What you give back must match the data character for character.

[Excerpts from a dataset]
==============================

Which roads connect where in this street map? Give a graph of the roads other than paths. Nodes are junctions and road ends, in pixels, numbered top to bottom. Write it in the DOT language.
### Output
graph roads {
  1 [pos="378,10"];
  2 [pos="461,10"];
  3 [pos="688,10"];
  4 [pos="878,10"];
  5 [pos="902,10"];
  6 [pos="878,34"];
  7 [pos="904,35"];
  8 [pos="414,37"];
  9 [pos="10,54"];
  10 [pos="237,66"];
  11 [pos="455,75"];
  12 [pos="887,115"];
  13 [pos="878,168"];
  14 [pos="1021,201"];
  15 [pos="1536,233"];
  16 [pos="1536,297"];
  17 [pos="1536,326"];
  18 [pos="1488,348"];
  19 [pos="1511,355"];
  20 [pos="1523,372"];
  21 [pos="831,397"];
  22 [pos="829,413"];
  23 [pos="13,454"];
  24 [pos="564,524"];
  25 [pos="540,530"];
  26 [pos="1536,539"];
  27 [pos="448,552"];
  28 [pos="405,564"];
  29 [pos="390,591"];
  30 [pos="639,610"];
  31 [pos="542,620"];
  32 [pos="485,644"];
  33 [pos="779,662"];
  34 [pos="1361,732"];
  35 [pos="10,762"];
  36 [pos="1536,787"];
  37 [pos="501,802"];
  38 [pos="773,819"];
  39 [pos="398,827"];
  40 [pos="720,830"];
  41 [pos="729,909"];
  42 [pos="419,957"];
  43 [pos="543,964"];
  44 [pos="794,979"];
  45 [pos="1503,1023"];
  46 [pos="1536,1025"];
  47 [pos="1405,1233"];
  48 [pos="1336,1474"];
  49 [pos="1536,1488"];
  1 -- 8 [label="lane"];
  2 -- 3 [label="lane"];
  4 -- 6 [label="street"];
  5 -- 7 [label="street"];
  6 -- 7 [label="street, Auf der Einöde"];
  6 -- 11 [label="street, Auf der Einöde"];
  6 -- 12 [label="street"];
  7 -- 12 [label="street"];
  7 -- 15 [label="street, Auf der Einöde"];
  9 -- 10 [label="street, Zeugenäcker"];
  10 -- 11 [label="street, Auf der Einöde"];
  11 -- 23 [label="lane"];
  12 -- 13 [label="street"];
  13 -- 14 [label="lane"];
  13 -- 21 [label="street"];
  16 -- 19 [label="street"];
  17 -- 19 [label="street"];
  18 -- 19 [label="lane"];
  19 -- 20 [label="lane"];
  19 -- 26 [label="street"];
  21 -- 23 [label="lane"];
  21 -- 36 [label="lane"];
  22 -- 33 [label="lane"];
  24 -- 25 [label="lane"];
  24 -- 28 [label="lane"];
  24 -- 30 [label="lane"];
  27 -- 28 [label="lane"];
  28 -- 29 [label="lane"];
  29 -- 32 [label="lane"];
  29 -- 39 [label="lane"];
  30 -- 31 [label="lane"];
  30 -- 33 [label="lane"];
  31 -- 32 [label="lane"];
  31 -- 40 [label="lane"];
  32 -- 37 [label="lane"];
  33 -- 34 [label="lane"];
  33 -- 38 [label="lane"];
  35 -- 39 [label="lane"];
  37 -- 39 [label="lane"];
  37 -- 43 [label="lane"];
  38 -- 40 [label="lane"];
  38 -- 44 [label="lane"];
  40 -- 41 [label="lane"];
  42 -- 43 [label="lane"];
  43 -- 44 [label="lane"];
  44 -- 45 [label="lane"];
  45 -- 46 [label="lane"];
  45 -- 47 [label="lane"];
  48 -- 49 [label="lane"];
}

==============================

Answer section ::
Which roads connect where in this street map? Give a graph of the roads other than paths. Nodes are junctions and road ends, in pixels, numbered top to bottom. Write it in the DOT language.
### Output
graph roads {
  1 [pos="378,10"];
  2 [pos="461,10"];
  3 [pos="688,10"];
  4 [pos="878,10"];
  5 [pos="902,10"];
  6 [pos="878,34"];
  7 [pos="904,35"];
  8 [pos="414,37"];
  9 [pos="10,54"];
  10 [pos="237,66"];
  11 [pos="455,75"];
  12 [pos="887,115"];
  13 [pos="878,168"];
  14 [pos="1021,201"];
  15 [pos="1536,233"];
  16 [pos="1536,297"];
  17 [pos="1536,326"];
  18 [pos="1488,348"];
  19 [pos="1511,355"];
  20 [pos="1523,372"];
  21 [pos="831,397"];
  22 [pos="829,413"];
  23 [pos="13,454"];
  24 [pos="564,524"];
  25 [pos="540,530"];
  26 [pos="1536,539"];
  27 [pos="448,552"];
  28 [pos="405,564"];
  29 [pos="390,591"];
  30 [pos="639,610"];
  31 [pos="542,620"];
  32 [pos="485,644"];
  33 [pos="779,662"];
  34 [pos="1361,732"];
  35 [pos="10,762"];
  36 [pos="1536,787"];
  37 [pos="501,802"];
  38 [pos="773,819"];
  39 [pos="398,827"];
  40 [pos="720,830"];
  41 [pos="729,909"];
  42 [pos="419,957"];
  43 [pos="543,964"];
  44 [pos="794,979"];
  45 [pos="1503,1023"];
  46 [pos="1536,1025"];
  47 [pos="1405,1233"];
  48 [pos="1336,1474"];
  49 [pos="1536,1488"];
  1 -- 8 [label="lane"];
  2 -- 3 [label="lane"];
  4 -- 6 [label="street"];
  5 -- 7 [label="street"];
  6 -- 7 [label="street, Auf der Einöde"];
  6 -- 11 [label="street, Auf der Einöde"];
  6 -- 12 [label="street"];
  7 -- 12 [label="street"];
  7 -- 15 [label="street, Auf der Einöde"];
  9 -- 10 [label="street, Zeugenäcker"];
  10 -- 11 [label="street, Auf der Einöde"];
  11 -- 23 [label="lane"];
  12 -- 13 [label="street"];
  13 -- 14 [label="lane"];
  13 -- 21 [label="street"];
  16 -- 19 [label="street"];
  17 -- 19 [label="street"];
  18 -- 19 [label="lane"];
  19 -- 20 [label="lane"];
  19 -- 26 [label="street"];
  21 -- 23 [label="lane"];
  21 -- 36 [label="lane"];
  22 -- 33 [label="lane"];
  24 -- 25 [label="lane"];
  24 -- 28 [label="lane"];
  24 -- 30 [label="lane"];
  27 -- 28 [label="lane"];
  28 -- 29 [label="lane"];
  29 -- 32 [label="lane"];
  29 -- 39 [label="lane"];
  30 -- 31 [label="lane"];
  30 -- 33 [label="lane"];
  31 -- 32 [label="lane"];
  31 -- 40 [label="lane"];
  32 -- 37 [label="lane"];
  33 -- 34 [label="lane"];
  33 -- 38 [label="lane"];
  35 -- 39 [label="lane"];
  37 -- 39 [label="lane"];
  37 -- 43 [label="lane"];
  38 -- 40 [label="lane"];
  38 -- 44 [label="lane"];
  40 -- 41 [label="lane"];
  42 -- 43 [label="lane"];
  43 -- 44 [label="lane"];
  44 -- 45 [label="lane"];
  45 -- 46 [label="lane"];
  45 -- 47 [label="lane"];
  48 -- 49 [label="lane"];
}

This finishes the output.